El país, cuyo modelo de crecimiento se articuló -diría que al menos desde el gobierno de Aznar y hasta antes de ayer- en torno al turismo y la construcción, un modelo de muy baja cualificación profesional, no es capaz de absorber, de asimilar los excedentes de talento que genera y en los que tanto dinero ha invertido. Un modelo que importa ingentes cantidades de mano de obra barata, sin cualificación -de ahí la oleada de inmigrantes de la última década- pero que apenas da cabida al trabajador bien preparado. Dicho talento se emplea en ocupaciones que no rentabilizan su preparación -el economista que trabaja en la ventanilla del banco, el doctor en Filosofía que sirve copas- o emigra, de modo que son terceros países los que se aprovechan y se benefician de la inversión al tiempo que revelan el empobrecimiento de la sociedad española.
Las dificultades para acceder a la vivienda por causa de la burbuja inmobiliaria (escalada de precios que triplica o cuatriplica -y me quedo corto- el ascenso en el mismo perido de los sueldos), unido a la precariedad, las hipotecas de larguísima duración, la obligación de trabajar muchos más años a fin de obtener el mismo bien -precisamente cuando el aumento del parque de viviendas no parecía tener fin-, ejemplifica la grandísima trampa de la economía española. Por un lado, los propietarios de los pisos se sentían cada vez más ricos -¿de otro modo quién iba a votar a los partidos políticos que propugnaban semejante estado de cosas?-, aunque fuera una riqueza ficticia. A cambio se hipotecaba el futuro de los jóvenes dada la enorme dificultad con que se enfrentaban a la hora de emanciparse, que a su vez se refleja en el descenso de la natalidad, lo que conspira contra el futuro del país al poner en peligro el futuro de las pensiones y la propia viabilidad de un modelo de crecimiento insostenible. Otro efecto ha sido la asombrosa destrucción del litoral y de los paisajes privilegiados españoles, laminados por el cemento y sin apenas protestas por parte de la población.

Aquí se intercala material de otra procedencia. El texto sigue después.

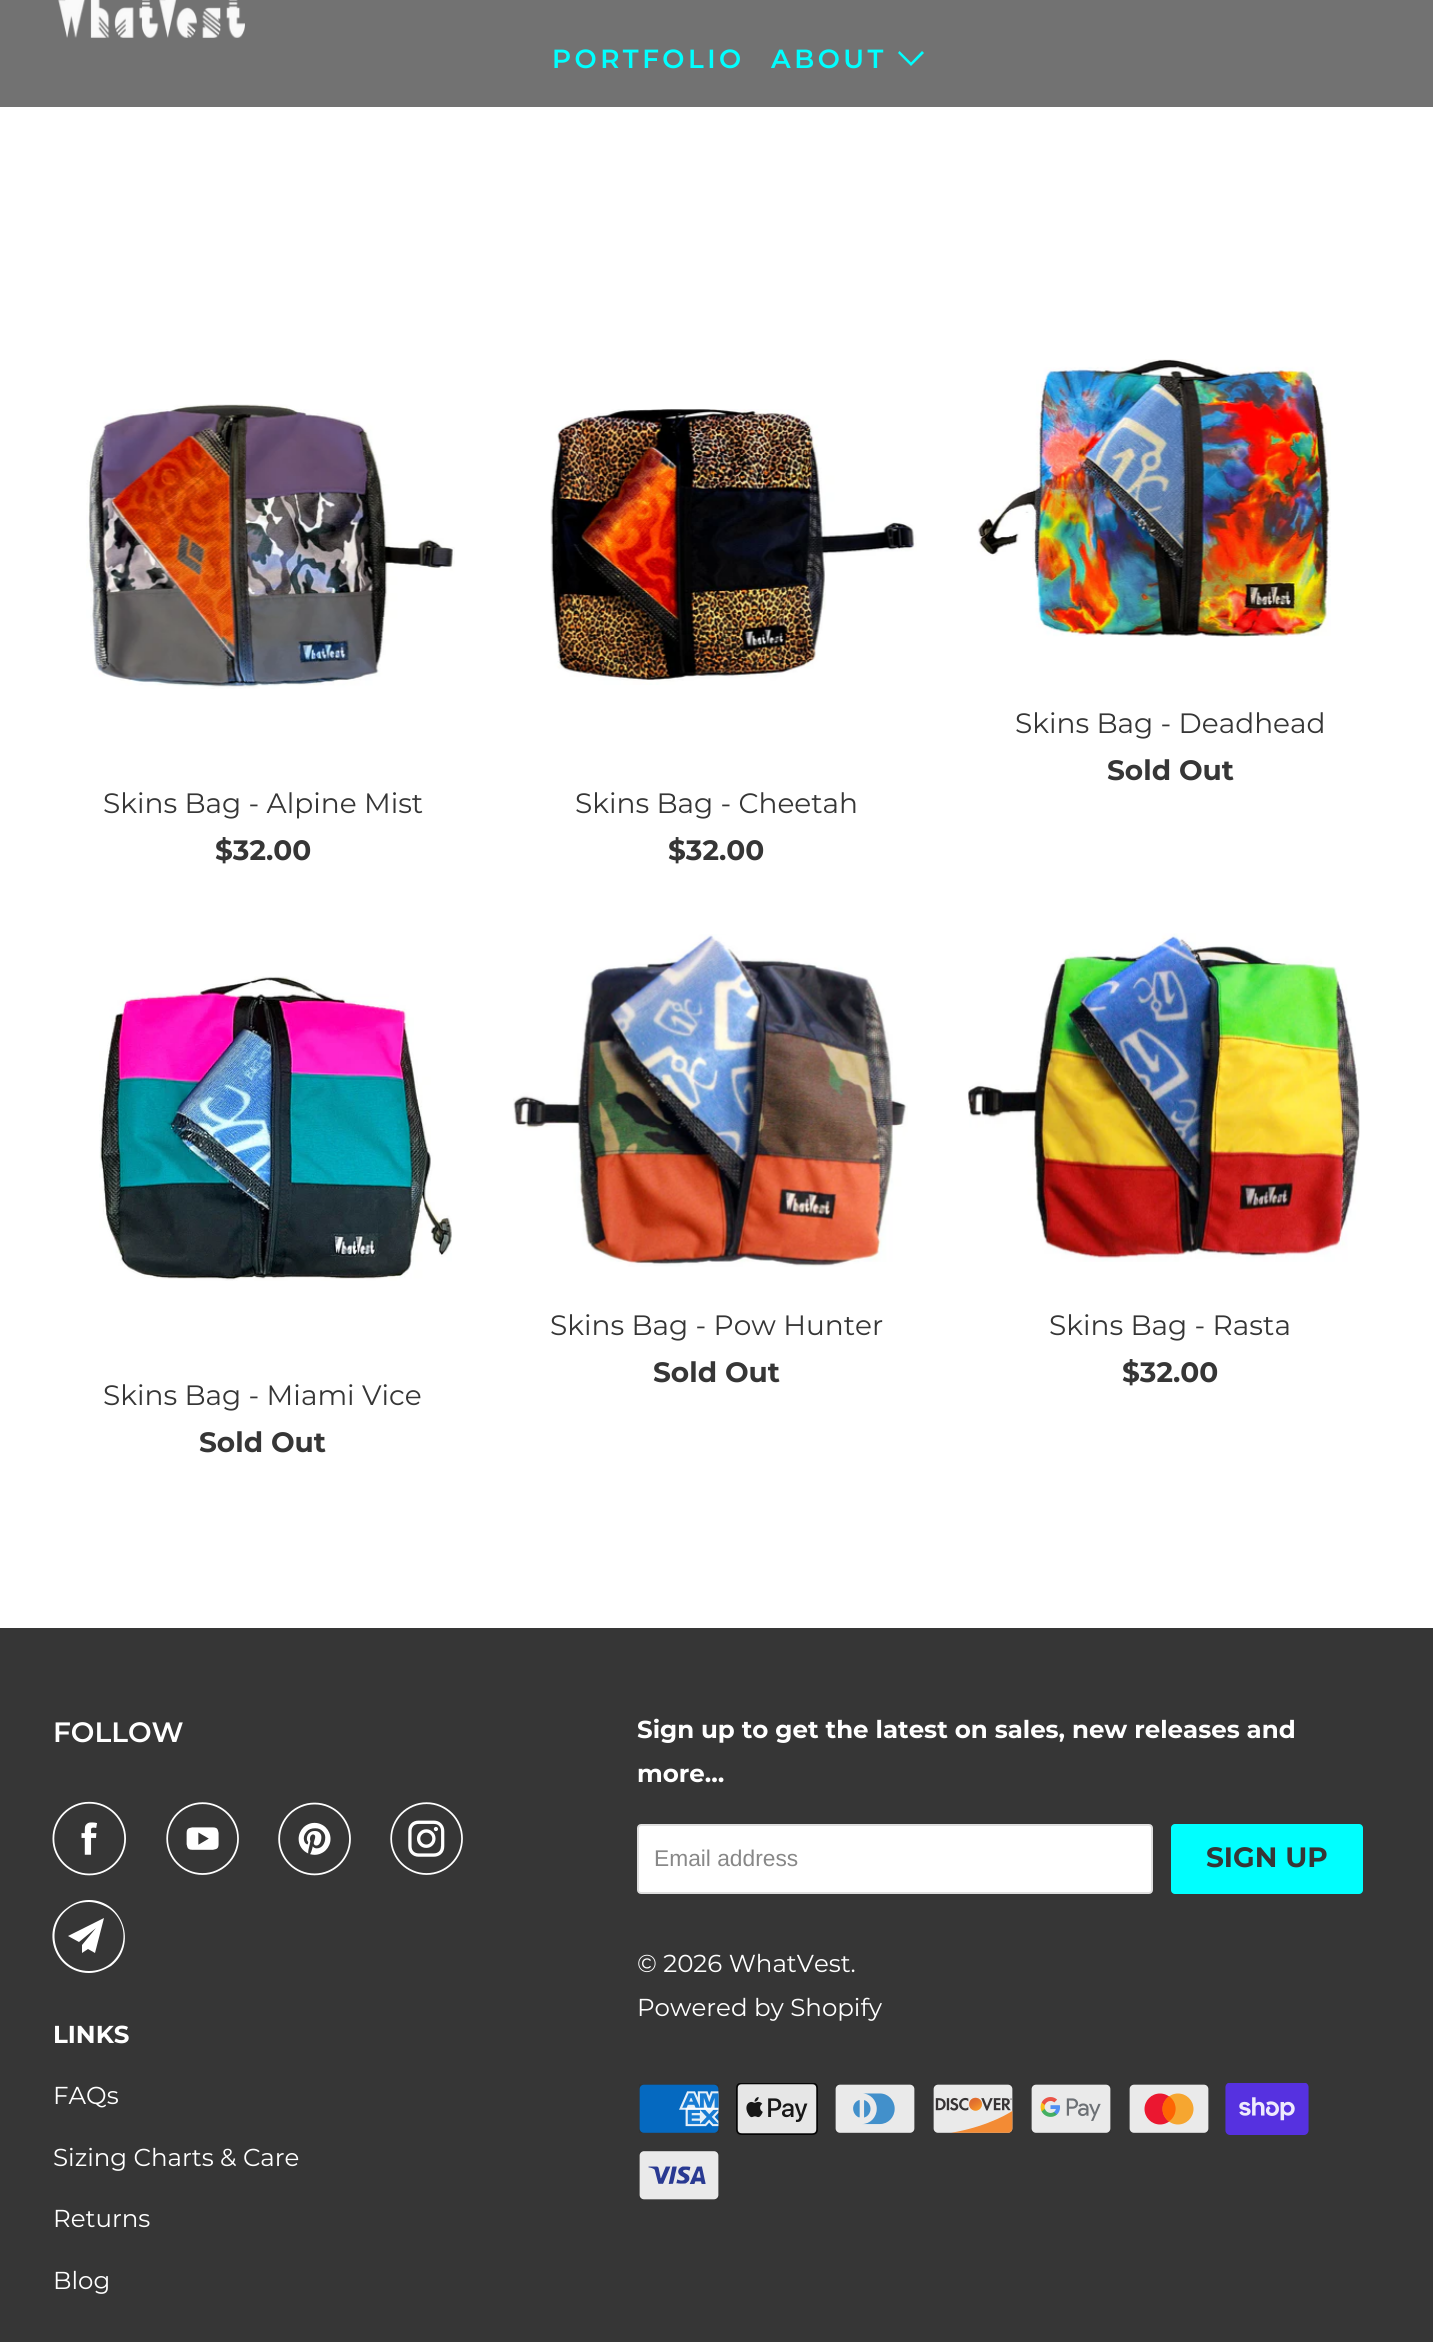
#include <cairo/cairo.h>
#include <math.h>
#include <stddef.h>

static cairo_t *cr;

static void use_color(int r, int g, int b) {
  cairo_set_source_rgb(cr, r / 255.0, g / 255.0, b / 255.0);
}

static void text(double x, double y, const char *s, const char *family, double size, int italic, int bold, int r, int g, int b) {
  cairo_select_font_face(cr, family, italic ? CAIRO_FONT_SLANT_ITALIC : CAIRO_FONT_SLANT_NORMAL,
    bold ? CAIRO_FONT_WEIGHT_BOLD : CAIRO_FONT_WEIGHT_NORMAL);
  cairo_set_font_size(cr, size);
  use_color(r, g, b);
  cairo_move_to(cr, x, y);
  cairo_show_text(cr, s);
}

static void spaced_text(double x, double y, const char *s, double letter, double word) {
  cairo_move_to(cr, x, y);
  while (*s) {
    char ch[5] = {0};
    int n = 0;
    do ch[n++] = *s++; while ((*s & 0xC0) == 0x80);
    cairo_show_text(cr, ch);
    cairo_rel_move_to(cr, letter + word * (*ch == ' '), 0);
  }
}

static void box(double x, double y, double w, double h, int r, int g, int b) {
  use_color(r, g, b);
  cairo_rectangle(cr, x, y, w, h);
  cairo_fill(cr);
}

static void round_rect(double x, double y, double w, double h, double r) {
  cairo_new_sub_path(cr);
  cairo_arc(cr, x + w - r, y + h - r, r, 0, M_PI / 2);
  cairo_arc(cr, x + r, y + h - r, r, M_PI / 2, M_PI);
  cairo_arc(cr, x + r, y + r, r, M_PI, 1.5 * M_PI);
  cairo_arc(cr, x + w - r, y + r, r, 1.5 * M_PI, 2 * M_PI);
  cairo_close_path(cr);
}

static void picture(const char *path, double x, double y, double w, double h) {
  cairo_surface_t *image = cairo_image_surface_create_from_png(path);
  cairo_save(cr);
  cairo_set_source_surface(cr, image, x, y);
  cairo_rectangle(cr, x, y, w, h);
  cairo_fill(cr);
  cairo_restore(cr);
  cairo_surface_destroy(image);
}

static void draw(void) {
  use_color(255, 255, 255);
  cairo_paint(cr);
  box(0, 0, 1433, 107, 114, 114, 114);
  picture("img_01.png", 58, 0, 187, 38);
  use_color(0, 255, 255);
  cairo_new_path(cr);
  cairo_move_to(cr, 904.5, 59.5);
  cairo_line_to(cr, 898, 53);
  cairo_line_to(cr, 899.5, 51);
  cairo_line_to(cr, 911, 62.5);
  cairo_line_to(cr, 922, 51);
  cairo_line_to(cr, 924, 53);
  cairo_line_to(cr, 911, 66);
  cairo_close_path(cr);
  cairo_fill(cr);
  picture("img_02.png", 977, 359, 354, 278);
  picture("img_03.png", 86, 404, 369, 285);
  picture("img_04.png", 550, 409, 367, 276);
  picture("img_05.png", 513, 934, 395, 333);
  picture("img_06.png", 967, 933, 393, 329);
  picture("img_07.png", 99, 976, 353, 305);
  box(0, 1628, 1433, 714, 54, 54, 54);
  picture("img_08.png", 52, 1801, 74, 75);
  picture("img_09.png", 166, 1802, 73, 73);
  picture("img_10.png", 278, 1802, 73, 74);
  picture("img_11.png", 390, 1802, 73, 73);
  use_color(255, 255, 255);
  cairo_new_path(cr);
  cairo_move_to(cr, 95, 1953);
  cairo_line_to(cr, 88, 1949);
  cairo_line_to(cr, 82, 1953);
  cairo_line_to(cr, 82, 1945);
  cairo_line_to(cr, 96, 1928);
  cairo_line_to(cr, 79, 1942);
  cairo_line_to(cr, 68, 1936);
  cairo_line_to(cr, 104, 1918);
  cairo_close_path(cr);
  cairo_move_to(cr, 89, 1902);
  cairo_curve_to(cr, 81, 1902, 74, 1904, 68, 1909);
  cairo_curve_to(cr, 42, 1929, 56, 1971, 89, 1971);
  cairo_curve_to(cr, 122, 1971, 136, 1929, 110, 1909);
  cairo_curve_to(cr, 104, 1905, 96, 1902, 89, 1902);
  cairo_close_path(cr);
  cairo_move_to(cr, 89, 1973);
  cairo_curve_to(cr, 54, 1973, 39, 1928, 67, 1908);
  cairo_curve_to(cr, 73, 1903, 81, 1900, 89, 1900);
  cairo_curve_to(cr, 123, 1900, 138, 1945, 111, 1966);
  cairo_curve_to(cr, 104, 1970, 97, 1973, 89, 1973);
  cairo_close_path(cr);
  cairo_fill(cr);
  round_rect(638, 1825, 514, 68, 3);
  cairo_fill_preserve(cr);
  use_color(223, 223, 223);
  cairo_stroke(cr);
  use_color(0, 255, 255);
  round_rect(1171, 1824, 192, 70, 4);
  cairo_fill(cr);
  picture("img_12.png", 639, 2084, 80, 49);
  picture("img_13.png", 736, 2083, 82, 52);
  picture("img_14.png", 835, 2084, 80, 49);
  picture("img_15.png", 933, 2084, 80, 49);
  picture("img_16.png", 1031, 2084, 80, 49);
  picture("img_17.png", 1129, 2084, 80, 49);
  picture("img_18.png", 1225, 2083, 84, 52);
  picture("img_19.png", 639, 2151, 80, 49);
  cairo_select_font_face(cr, "Montserrat SemiBold", CAIRO_FONT_SLANT_NORMAL, CAIRO_FONT_WEIGHT_NORMAL);
  cairo_set_font_size(cr, 26.25);
  spaced_text(552, 68, "PORTFOLIO", 3.5, 0);
  spaced_text(771, 68, "ABOUT", 3.5, 0);
  text(1015, 733, "Skins Bag - Deadhead", "Montserrat", 28, 0, 0, 54, 54, 54);
  text(1107, 780, "Sold Out", "Montserrat", 28, 0, 1, 54, 54, 54);
  text(103, 813, "Skins Bag - Alpine Mist", "Montserrat", 28, 0, 0, 54, 54, 54);
  text(215, 860, "$32.00", "Montserrat", 28, 0, 1, 54, 54, 54);
  text(575, 813, "Skins Bag - Cheetah", "Montserrat", 28, 0, 0, 54, 54, 54);
  text(668, 860, "$32.00", "Montserrat", 28, 0, 1, 54, 54, 54);
  text(550, 1335, "Skins Bag - Pow Hunter", "Montserrat", 28, 0, 0, 54, 54, 54);
  text(653, 1382, "Sold Out", "Montserrat", 28, 0, 1, 54, 54, 54);
  text(1049, 1335, "Skins Bag - Rasta", "Montserrat", 28, 0, 0, 54, 54, 54);
  text(1122, 1382, "$32.00", "Montserrat", 28, 0, 1, 54, 54, 54);
  text(103, 1405, "Skins Bag - Miami Vice", "Montserrat", 28, 0, 0, 54, 54, 54);
  text(199, 1452, "Sold Out", "Montserrat", 28, 0, 1, 54, 54, 54);
  text(53, 1742, "FOLLOW", "Montserrat SemiBold", 28, 0, 0, 255, 255, 255);
  text(53, 2043, "LINKS", "Montserrat", 24.5, 0, 1, 255, 255, 255);
  text(53, 2104, "FAQs", "Montserrat", 24.5, 0, 0, 255, 255, 255);
  text(53, 2166, "Sizing Charts & Care", "Montserrat", 24.5, 0, 0, 255, 255, 255);
  text(53, 2227, "Returns", "Montserrat", 24.5, 0, 0, 255, 255, 255);
  text(53, 2289, "Blog", "Montserrat", 24.5, 0, 0, 255, 255, 255);
  text(637, 1738, "Sign up to get the latest on sales, new releases and", "Montserrat", 24.5, 0, 1, 255, 255, 255);
  text(637, 1782, "more…", "Montserrat", 24.5, 0, 1, 255, 255, 255);
  text(654, 1866, "Email address", "Liberation Sans", 22.75, 0, 0, 136, 136, 136);
  text(1206, 1867, "SIGN UP", "Montserrat", 28, 0, 1, 54, 54, 54);
  text(637, 1972, "© 2026 WhatVest.", "Montserrat", 24.5, 0, 0, 255, 255, 255);
  text(637, 2016, "Powered by Shopify", "Montserrat", 24.5, 0, 0, 255, 255, 255);
}

int main(void) {
  cairo_surface_t *surface = cairo_image_surface_create(CAIRO_FORMAT_RGB24, 1433, 2342);
  cr = cairo_create(surface);
  cairo_font_options_t *options = cairo_font_options_create();
  cairo_font_options_set_hint_metrics(options, CAIRO_HINT_METRICS_OFF);
  cairo_font_options_set_hint_style(options, CAIRO_HINT_STYLE_NONE);
  cairo_set_font_options(cr, options);
  cairo_set_miter_limit(cr, 4);
  draw();
  cairo_surface_write_to_png(surface, "out.png");
  cairo_font_options_destroy(options);
  cairo_destroy(cr);
  cairo_surface_destroy(surface);
  return 0;
}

La dimensión cultural de la debacle se podría resumir en: precariedad, corrupción rampante (el beneficio de unos pocos, aunque al precio de tener que repartir migajas a sectores más amplios, impera sobre el interés general), picaresca, dinero fácil, ausencia de valores, de una conciencia de destino compartido, ausencia de debates de fondo en favor del personalismo (tan pronto una posición o una medida es asociada a un determinado político rompen fuego las baterías de la artillería pesada), de las consignas y las descalificaciones, negligencia acerca de la preservación del bien común (destertización, dilapidación de recursos, destrucción de paisajes), impunidad.

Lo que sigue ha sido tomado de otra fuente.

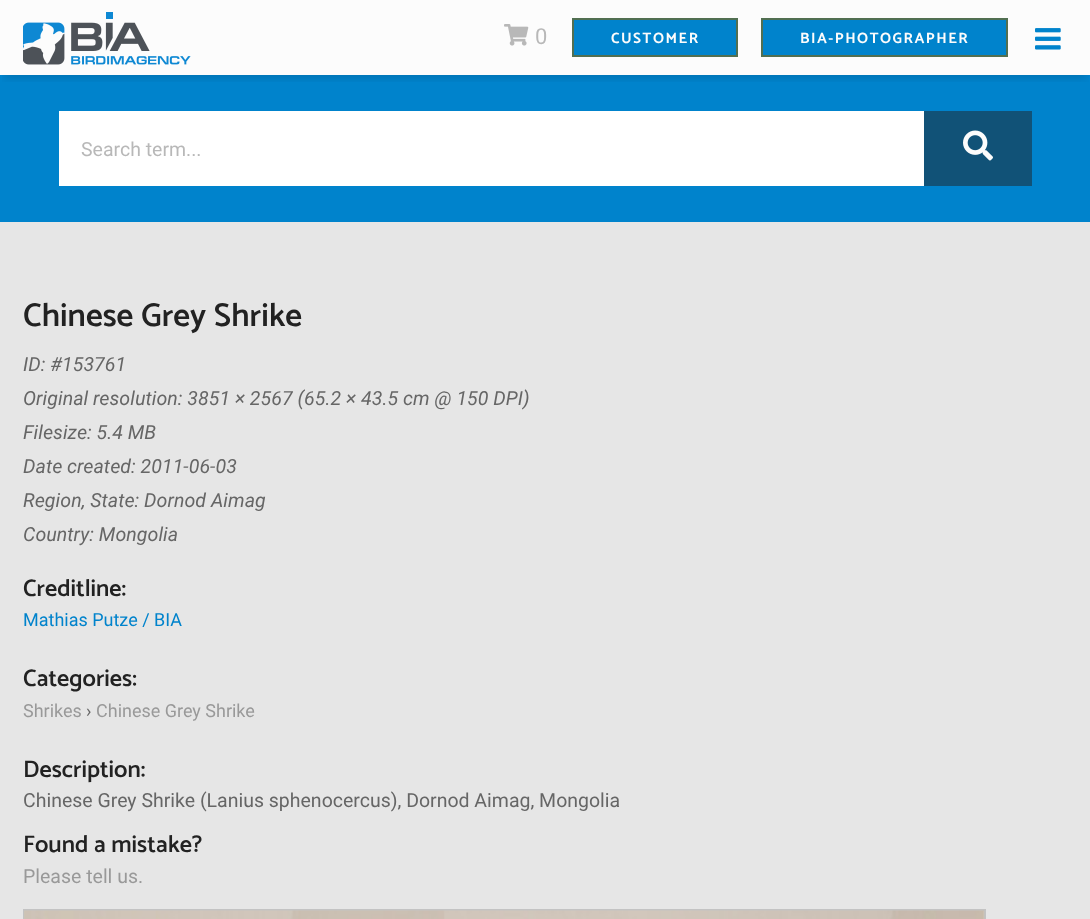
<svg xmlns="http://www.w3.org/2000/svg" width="1090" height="919">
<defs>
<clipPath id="clip1"><rect x="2" y="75" width="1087" height="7"/></clipPath>
</defs>
<rect width="100%" height="100%" fill="#fcfcfc"/>
<rect y="75" width="1090" height="147" fill="#0083cc"/>
<g clip-path="url(#clip1)">
<rect x="5" y="12" width="1081" height="66" fill="#0000001f" filter="blur(4px)"/>
</g>
<image x="23" y="12" width="168" height="53" href="media/1.png"/>
<image x="504" y="24" width="25" height="22" href="media/2.png"/>
<text x="535" y="44" style="font-family:Roboto;font-size:22px;letter-spacing:1.5px;fill:#b8b8b8">0</text>
<rect x="573" y="19" width="164" height="37" fill="#0083cc" stroke="#516f51" stroke-width="2"/>
<text x="611" y="43" style="font-family:Catamaran;font-size:15px;font-weight:bold;letter-spacing:1.5px;fill:#fcfcfc">CUSTOMER</text>
<rect x="762" y="19" width="245" height="37" fill="#0083cc" stroke="#516f51" stroke-width="2"/>
<text x="800" y="43" style="font-family:Catamaran;font-size:15px;font-weight:bold;letter-spacing:1.5px;fill:#fcfcfc">BIA-PHOTOGRAPHER</text>
<image x="1035" y="28" width="26" height="22" href="media/3.png"/>
<rect x="924" y="111" width="108" height="75" fill="#115277"/>
<rect x="59" y="111" width="865" height="75" fill="#fff"/>
<text x="81" y="156" style="font-family:Roboto;font-size:19.5px;fill:#b8b8b8">Search term...</text>
<image x="963" y="130" width="30" height="31" href="media/4.png"/>
<rect y="222" width="1090" height="697" fill="#e6e6e6"/>
<text x="23" y="326" style="font-family:Catamaran;font-size:33px;font-weight:600;fill:#222">Chinese Grey Shrike</text>
<text x="23" y="371" style="font-family:Roboto;font-size:19.5px;font-style:italic;fill:#666">ID: #153761</text>
<text x="23" y="405" style="font-family:Roboto;font-size:19.5px;font-style:italic;fill:#666">Original resolution: 3851 × 2567 (65.2 × 43.5 cm @ 150 DPI)</text>
<text x="23" y="439" style="font-family:Roboto;font-size:19.5px;font-style:italic;fill:#666">Filesize: 5.4 MB</text>
<text x="23" y="473" style="font-family:Roboto;font-size:19.5px;font-style:italic;fill:#666">Date created: 2011-06-03</text>
<text x="23" y="507" style="font-family:Roboto;font-size:19.5px;font-style:italic;fill:#666">Region, State: Dornod Aimag</text>
<text x="23" y="541" style="font-family:Roboto;font-size:19.5px;font-style:italic;fill:#666">Country: Mongolia</text>
<text x="23" y="596" style="font-family:Catamaran;font-size:24px;font-weight:600;fill:#222">Creditline:</text>
<text x="23" y="626" style="font-family:Roboto;font-size:18px;fill:#0083cc">Mathias Putze / BIA</text>
<text x="23" y="686" style="font-family:Catamaran;font-size:24px;font-weight:600;fill:#222">Categories:</text>
<text x="23" y="717" style="font-family:Roboto;font-size:18px;fill:#999">Shrikes</text>
<text x="86" y="717" style="font-family:Roboto;font-size:18px;fill:#666">›</text>
<text x="96" y="717" style="font-family:Roboto;font-size:18px;fill:#999">Chinese Grey Shrike</text>
<text x="23" y="777" style="font-family:Catamaran;font-size:24px;font-weight:600;fill:#222">Description:</text>
<text x="23" y="807" style="font-family:Roboto;font-size:19.5px;fill:#666">Chinese Grey Shrike (Lanius sphenocercus), Dornod Aimag, Mongolia</text>
<text x="23" y="852" style="font-family:Catamaran;font-size:24px;font-weight:600;fill:#222">Found a mistake?</text>
<text x="23" y="883" style="font-family:Roboto;font-size:19.5px;fill:#999">Please tell us.</text>
<rect x="24" y="910" width="961" height="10" fill="none" stroke="#c3c3c3" stroke-width="2"/>
<image x="24" y="910" width="961" height="9" href="media/5.png"/>
</svg>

Haría también hincapié en la ausencia de valores humanistas en nuestra sociedad, arrollados por el tecnicismo, por la productividad, por el: ¿"para qué sirve?". Se da la paradoja que contamos con capas de la población muy bien educadas (masters, cursos, doctorados, idiomas) pero completamente orientadas hacia la productividad. ¿El resultado? Que en España vale todo, no hay principios ni se respeta nada, no existe la auto-contención, no hay perspectiva de las cosas y, sobre todo, no se piensa, escasea el debate profundo, de base, se da la razón al que más grita y el interés personal arrolla a cualquier noción sobre el bien colectivo. En una palabra: extravío, la de España es una sociedad extraviada. A lo mejor habría que pararse y reflexionar. Volver a lo básico, empezar desde cero. Y es ahí donde nos encontramos con el humanismo. No conviene olvidar que el despegue occidental se produjo en el Renacimiento al mirar hacia atrás y recuperar valores propios de la cultura greco-latina tras el oscurantismo medieval. Claro que el patio está ya tan emponzoñado que es muy posible que ni aun así.
Alain Tourane, en su muy interesante artículo "La crisis dentro de la crisis", publicado hoy en El País señala tres vías de esperanza: la ecología política y el equilibrio entre naturaleza y cultura como antídoto contra el suicidio colectivo, el mundo feminista (que valores femeninos impregnen cada vez más la conciencia mundial) y el respeto a las minorías (esta última no parece muy en boga a raíz de las expulsiones de gitanos, con la crisis arrecia el populismo y la xenofobia, pero quién sabe).
Personalmente, cada vez me inclino más en favor de lo que Tourane denomina la ecología política. Entiendo que ya es una cuestión de mera superviviencia. También favorezco que más y más mujeres acaparen puestos de responsabilidad. El actual es un fracaso del hombre. Si lo pienso, lo que parece emerger en mi conciencia es la figura de la Madre Tierra.